┌────────
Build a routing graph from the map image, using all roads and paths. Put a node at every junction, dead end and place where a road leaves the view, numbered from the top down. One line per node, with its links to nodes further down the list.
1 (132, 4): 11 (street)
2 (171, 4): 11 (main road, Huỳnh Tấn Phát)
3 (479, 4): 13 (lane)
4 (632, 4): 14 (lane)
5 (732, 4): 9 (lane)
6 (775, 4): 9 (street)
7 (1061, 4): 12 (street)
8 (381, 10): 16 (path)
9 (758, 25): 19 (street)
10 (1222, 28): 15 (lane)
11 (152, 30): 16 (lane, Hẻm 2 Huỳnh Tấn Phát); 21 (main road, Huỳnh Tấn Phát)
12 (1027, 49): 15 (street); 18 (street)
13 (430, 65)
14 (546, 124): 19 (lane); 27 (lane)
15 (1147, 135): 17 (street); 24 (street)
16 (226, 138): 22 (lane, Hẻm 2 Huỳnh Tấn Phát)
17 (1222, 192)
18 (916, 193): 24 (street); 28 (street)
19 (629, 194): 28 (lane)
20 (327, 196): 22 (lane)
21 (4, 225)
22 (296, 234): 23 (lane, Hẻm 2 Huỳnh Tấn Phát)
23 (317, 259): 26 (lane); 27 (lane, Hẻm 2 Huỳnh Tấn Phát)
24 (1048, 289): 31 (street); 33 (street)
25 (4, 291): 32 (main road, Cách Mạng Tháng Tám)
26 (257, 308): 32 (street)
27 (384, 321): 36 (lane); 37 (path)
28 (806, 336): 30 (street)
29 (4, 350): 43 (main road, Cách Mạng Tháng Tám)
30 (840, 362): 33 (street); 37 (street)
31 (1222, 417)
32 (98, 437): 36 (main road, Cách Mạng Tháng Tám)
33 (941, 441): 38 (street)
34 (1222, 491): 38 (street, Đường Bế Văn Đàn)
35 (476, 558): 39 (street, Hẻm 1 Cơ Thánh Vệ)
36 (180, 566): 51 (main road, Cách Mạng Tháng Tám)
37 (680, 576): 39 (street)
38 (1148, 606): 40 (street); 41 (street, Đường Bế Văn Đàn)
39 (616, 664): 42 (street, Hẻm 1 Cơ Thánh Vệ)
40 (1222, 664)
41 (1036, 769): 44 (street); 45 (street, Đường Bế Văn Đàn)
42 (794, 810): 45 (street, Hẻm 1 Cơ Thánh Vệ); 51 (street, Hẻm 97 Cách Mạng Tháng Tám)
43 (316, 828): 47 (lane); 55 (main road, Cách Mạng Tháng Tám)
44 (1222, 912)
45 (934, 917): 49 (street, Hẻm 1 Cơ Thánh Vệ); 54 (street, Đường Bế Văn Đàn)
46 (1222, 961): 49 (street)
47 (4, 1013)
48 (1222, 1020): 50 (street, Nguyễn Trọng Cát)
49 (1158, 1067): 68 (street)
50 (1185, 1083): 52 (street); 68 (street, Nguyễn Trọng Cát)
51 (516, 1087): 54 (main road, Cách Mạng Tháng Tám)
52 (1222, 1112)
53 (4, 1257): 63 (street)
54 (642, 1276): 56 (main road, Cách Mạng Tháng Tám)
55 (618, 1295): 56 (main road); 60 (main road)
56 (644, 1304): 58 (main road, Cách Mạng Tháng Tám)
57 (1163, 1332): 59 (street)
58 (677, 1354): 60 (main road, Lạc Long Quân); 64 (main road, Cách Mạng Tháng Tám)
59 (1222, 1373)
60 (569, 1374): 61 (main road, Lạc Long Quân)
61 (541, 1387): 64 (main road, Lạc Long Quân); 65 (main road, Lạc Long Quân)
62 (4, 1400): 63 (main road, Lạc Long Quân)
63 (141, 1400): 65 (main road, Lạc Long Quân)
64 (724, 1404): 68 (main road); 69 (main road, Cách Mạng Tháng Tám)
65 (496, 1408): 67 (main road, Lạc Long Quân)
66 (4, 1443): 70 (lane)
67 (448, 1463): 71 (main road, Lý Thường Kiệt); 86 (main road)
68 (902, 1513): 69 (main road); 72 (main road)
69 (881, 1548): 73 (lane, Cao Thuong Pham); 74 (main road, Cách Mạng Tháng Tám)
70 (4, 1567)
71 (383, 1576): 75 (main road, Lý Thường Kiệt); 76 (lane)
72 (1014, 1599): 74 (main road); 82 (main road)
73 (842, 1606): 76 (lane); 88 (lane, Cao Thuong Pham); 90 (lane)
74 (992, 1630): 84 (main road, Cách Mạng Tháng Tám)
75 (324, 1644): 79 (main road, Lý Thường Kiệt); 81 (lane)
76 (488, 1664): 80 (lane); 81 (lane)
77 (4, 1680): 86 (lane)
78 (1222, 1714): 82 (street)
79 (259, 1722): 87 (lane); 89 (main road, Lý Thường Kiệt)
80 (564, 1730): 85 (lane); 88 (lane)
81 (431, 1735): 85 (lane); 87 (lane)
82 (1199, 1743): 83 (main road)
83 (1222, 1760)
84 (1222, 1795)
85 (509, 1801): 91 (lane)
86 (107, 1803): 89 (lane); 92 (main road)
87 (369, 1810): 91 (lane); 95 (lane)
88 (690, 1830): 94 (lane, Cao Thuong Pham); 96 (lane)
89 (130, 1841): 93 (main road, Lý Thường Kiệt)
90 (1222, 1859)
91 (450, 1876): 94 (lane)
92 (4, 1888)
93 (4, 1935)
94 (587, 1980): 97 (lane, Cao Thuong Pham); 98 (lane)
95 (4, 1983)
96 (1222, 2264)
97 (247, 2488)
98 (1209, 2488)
└────────
Task to carry out —
Every line above that holds the string "Huỳnh" should be copied out.

Written response —
2 (171, 4): 11 (main road, Huỳnh Tấn Phát)
11 (152, 30): 16 (lane, Hẻm 2 Huỳnh Tấn Phát); 21 (main road, Huỳnh Tấn Phát)
16 (226, 138): 22 (lane, Hẻm 2 Huỳnh Tấn Phát)
22 (296, 234): 23 (lane, Hẻm 2 Huỳnh Tấn Phát)
23 (317, 259): 26 (lane); 27 (lane, Hẻm 2 Huỳnh Tấn Phát)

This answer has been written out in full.